[Start of section]
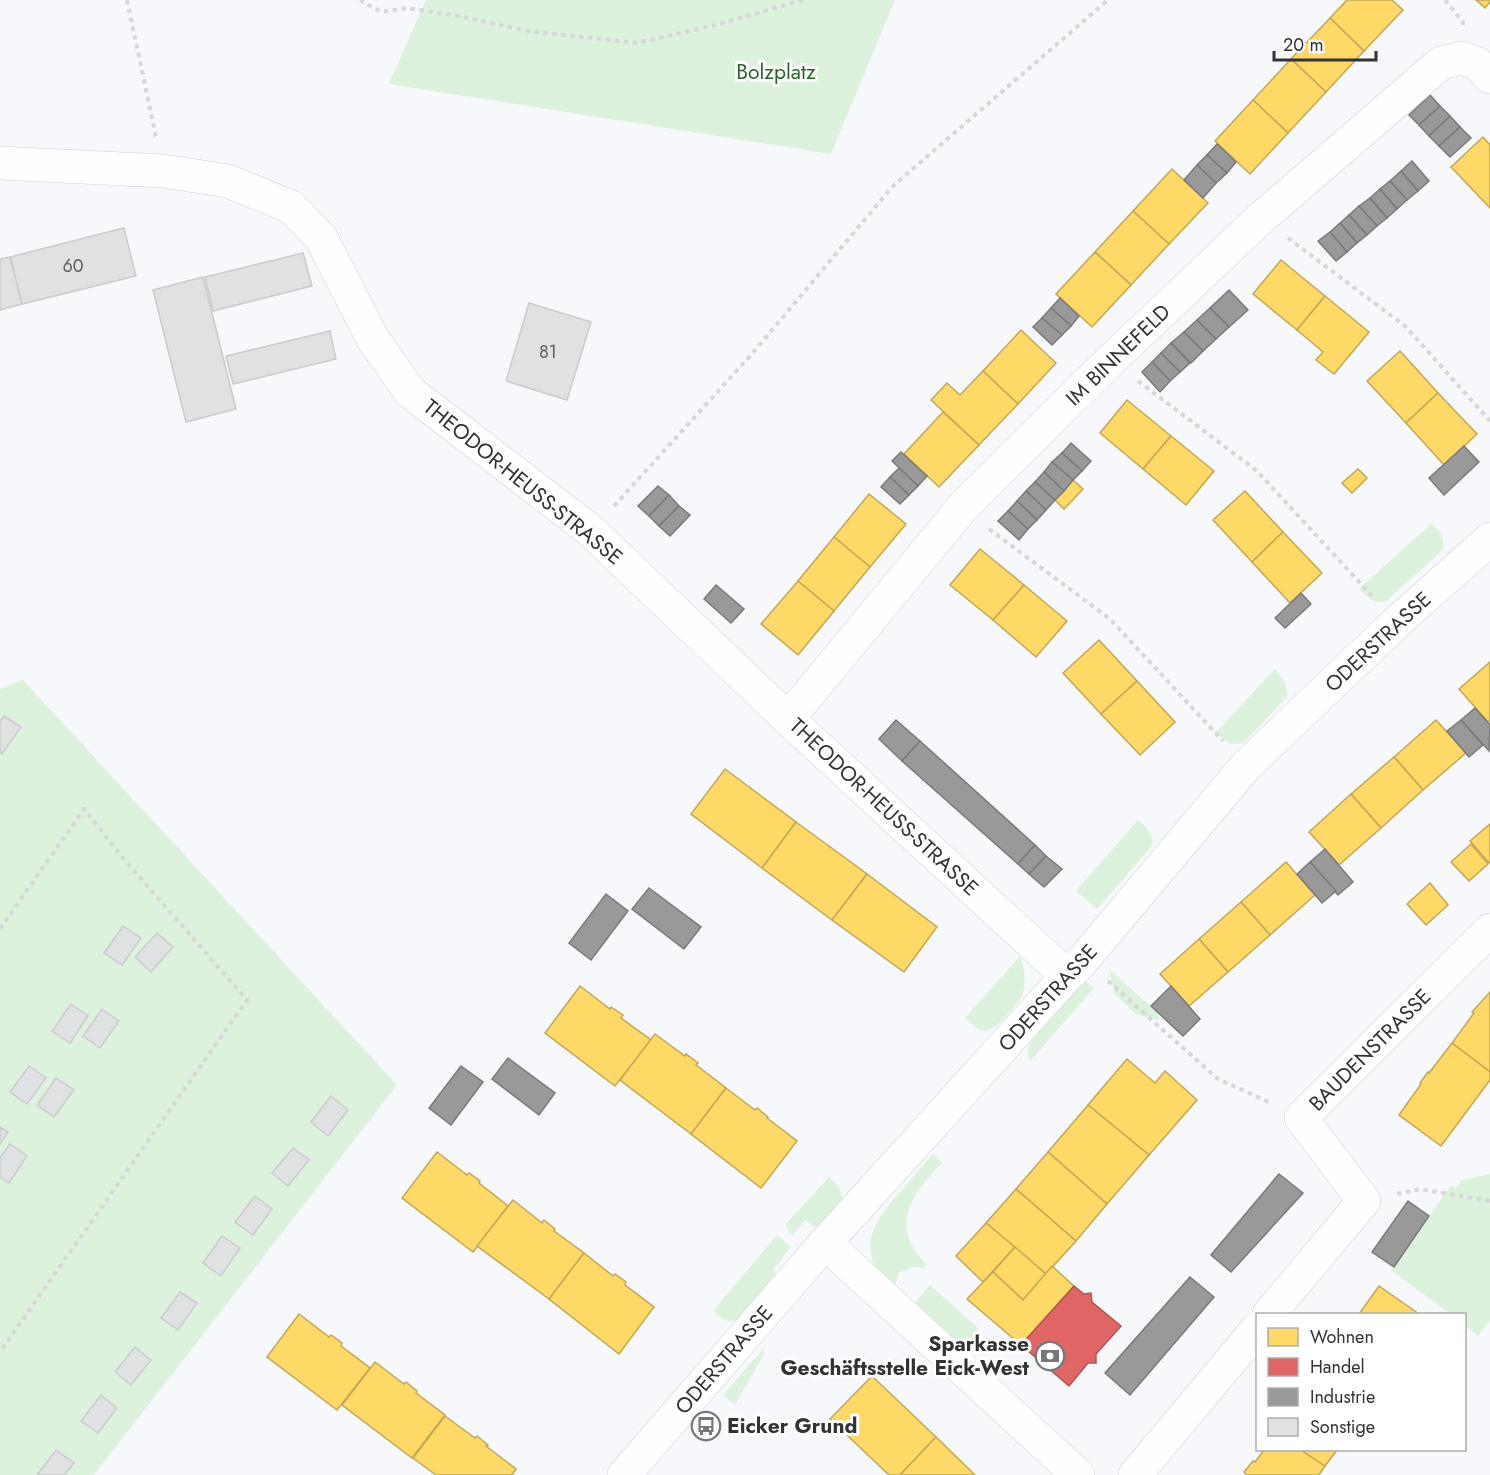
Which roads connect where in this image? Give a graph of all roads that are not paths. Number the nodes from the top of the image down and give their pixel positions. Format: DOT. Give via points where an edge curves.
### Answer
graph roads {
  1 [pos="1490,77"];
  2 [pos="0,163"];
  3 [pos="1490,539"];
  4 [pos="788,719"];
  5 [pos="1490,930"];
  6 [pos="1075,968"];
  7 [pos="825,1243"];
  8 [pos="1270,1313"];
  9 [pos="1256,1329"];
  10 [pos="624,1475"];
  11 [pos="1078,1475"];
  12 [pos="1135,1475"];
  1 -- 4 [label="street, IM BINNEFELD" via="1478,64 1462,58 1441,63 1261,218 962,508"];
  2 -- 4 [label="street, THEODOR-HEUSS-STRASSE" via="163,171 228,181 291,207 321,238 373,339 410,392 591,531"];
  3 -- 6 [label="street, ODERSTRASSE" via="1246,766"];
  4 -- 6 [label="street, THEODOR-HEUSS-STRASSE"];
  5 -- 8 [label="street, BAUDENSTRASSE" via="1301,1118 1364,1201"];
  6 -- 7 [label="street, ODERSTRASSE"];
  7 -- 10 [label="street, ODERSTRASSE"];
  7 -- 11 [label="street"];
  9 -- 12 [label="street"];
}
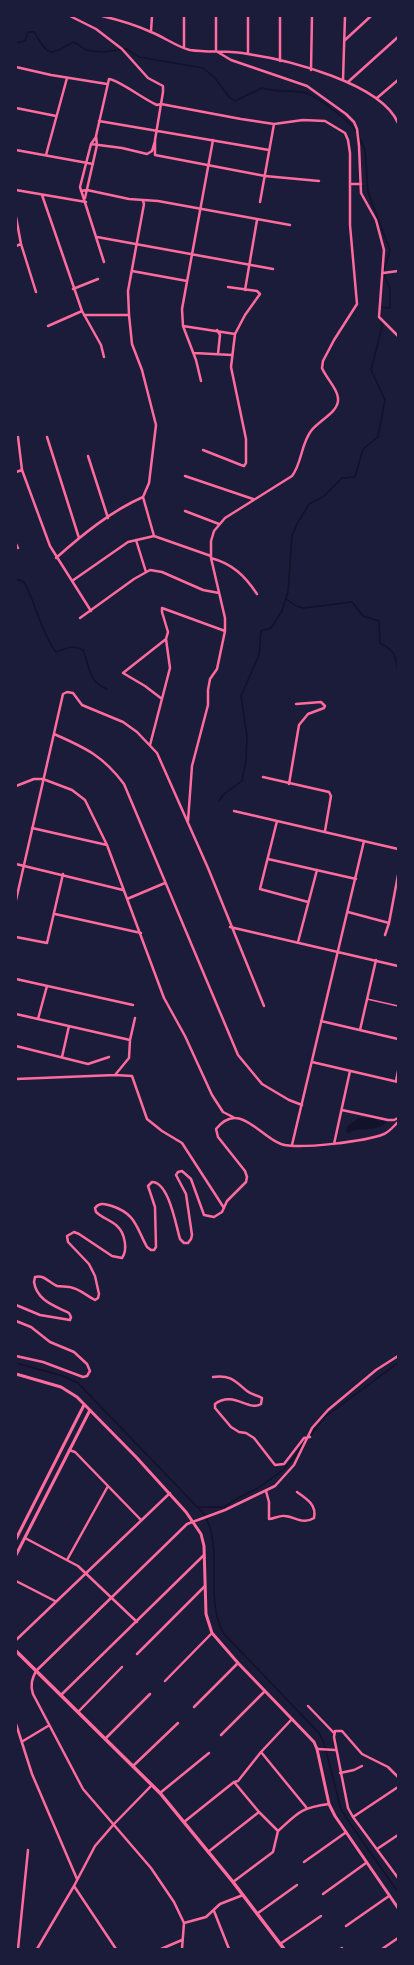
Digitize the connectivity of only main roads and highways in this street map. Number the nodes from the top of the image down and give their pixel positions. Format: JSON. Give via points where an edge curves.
[End of section]
[Start of section]
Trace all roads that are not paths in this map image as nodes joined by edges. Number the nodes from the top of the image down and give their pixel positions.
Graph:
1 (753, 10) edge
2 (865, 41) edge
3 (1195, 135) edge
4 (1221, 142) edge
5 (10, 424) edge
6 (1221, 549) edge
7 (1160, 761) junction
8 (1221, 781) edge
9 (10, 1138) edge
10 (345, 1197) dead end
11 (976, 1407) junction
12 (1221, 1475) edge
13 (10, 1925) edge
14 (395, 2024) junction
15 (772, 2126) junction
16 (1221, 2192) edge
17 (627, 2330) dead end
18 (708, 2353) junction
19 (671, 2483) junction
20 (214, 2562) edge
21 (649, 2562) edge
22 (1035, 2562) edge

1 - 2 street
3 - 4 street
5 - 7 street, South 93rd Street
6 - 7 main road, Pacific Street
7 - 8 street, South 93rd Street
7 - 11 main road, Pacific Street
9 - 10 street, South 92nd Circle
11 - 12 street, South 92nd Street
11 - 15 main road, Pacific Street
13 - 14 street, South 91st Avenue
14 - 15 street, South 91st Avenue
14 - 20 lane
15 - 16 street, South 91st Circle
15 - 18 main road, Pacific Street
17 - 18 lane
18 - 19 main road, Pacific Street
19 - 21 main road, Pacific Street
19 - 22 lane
[End of section]
* [What you should do]:
From the material above, copy out every line bearing the string "positions".

* [Result of this task]:
Which roads connect where in this image? Give a graph of all roads that are not paths. Number the nodes from the top of the image down and give their pixel positions. Format: DOT. Give via points where an edge curves.
Digitize the connectivity of only main roads and highways in this street map. Number the nodes from the top of the image down and give their pixel positions. Format: JSON. Give via points where an edge curves.
Trace all roads that are not paths in this map image as nodes joined by edges. Number the nodes from the top of the image down and give their pixel positions.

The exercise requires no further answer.